> _Activity_:
Find the lines in these entries that include the word "Avenue" and state how many there are, with no other words.

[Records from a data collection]
• • • • • • •
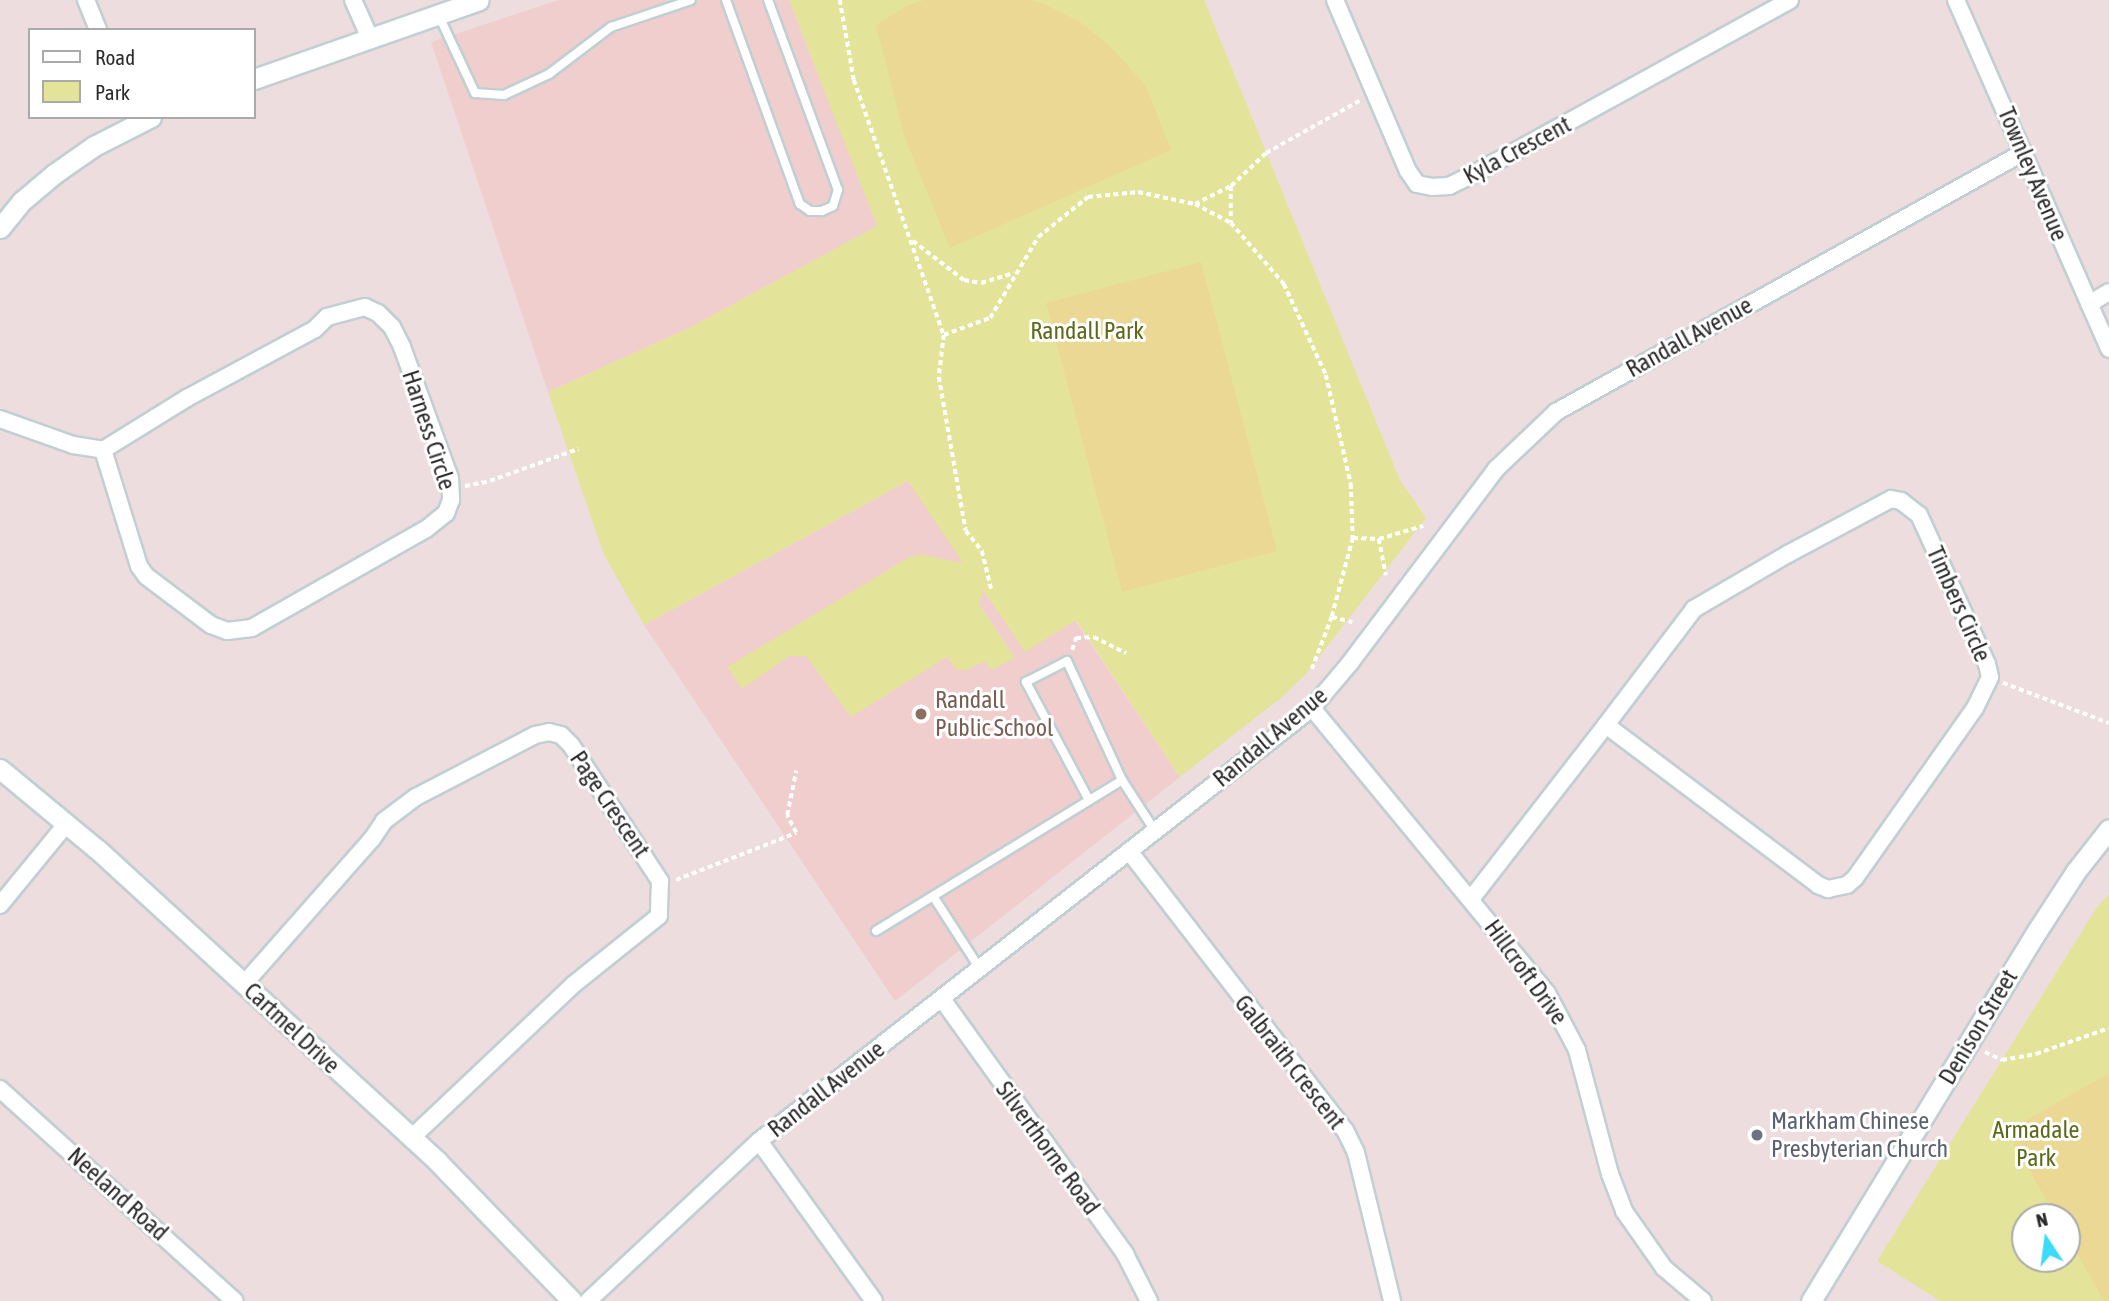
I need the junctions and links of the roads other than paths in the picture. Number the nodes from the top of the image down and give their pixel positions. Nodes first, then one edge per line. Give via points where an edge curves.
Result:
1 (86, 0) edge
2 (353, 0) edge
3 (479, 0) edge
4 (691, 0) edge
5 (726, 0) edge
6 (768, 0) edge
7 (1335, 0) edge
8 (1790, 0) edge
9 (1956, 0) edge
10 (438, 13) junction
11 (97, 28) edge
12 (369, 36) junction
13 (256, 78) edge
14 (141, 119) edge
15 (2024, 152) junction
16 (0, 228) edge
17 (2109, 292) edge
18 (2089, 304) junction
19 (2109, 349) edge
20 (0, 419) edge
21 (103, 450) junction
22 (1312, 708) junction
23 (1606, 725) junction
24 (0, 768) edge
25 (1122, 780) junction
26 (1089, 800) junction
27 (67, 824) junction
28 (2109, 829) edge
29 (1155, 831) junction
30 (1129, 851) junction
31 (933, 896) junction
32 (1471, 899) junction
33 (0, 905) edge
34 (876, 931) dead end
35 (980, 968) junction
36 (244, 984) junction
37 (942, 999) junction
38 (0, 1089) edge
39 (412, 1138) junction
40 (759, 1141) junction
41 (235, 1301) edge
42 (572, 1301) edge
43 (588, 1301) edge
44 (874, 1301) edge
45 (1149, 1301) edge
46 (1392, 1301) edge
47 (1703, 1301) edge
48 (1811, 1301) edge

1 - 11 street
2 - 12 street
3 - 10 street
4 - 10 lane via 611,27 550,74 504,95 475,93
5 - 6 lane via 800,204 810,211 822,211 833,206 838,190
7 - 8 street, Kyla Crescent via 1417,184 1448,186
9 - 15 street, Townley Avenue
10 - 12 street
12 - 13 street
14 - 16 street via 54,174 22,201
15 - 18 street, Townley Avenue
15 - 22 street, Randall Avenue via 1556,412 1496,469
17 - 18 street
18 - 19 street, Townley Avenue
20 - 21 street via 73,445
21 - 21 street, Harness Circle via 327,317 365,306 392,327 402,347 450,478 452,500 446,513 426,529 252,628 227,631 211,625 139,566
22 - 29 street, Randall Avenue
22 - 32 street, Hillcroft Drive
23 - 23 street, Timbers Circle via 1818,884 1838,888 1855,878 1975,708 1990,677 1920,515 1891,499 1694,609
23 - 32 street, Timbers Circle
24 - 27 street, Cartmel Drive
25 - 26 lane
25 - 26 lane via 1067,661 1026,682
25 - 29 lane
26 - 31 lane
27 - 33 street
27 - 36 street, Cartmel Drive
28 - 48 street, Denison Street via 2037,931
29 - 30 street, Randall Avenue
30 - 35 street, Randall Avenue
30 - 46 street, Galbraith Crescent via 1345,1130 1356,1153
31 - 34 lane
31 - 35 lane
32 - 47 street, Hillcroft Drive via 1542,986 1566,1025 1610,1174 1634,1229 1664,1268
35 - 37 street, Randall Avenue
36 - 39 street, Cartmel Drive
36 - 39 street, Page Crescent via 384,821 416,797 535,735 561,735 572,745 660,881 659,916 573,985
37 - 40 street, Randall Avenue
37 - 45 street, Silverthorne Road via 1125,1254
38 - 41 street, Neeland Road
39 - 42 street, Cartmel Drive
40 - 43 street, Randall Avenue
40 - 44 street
• • • • • • •
> _Output below_:
10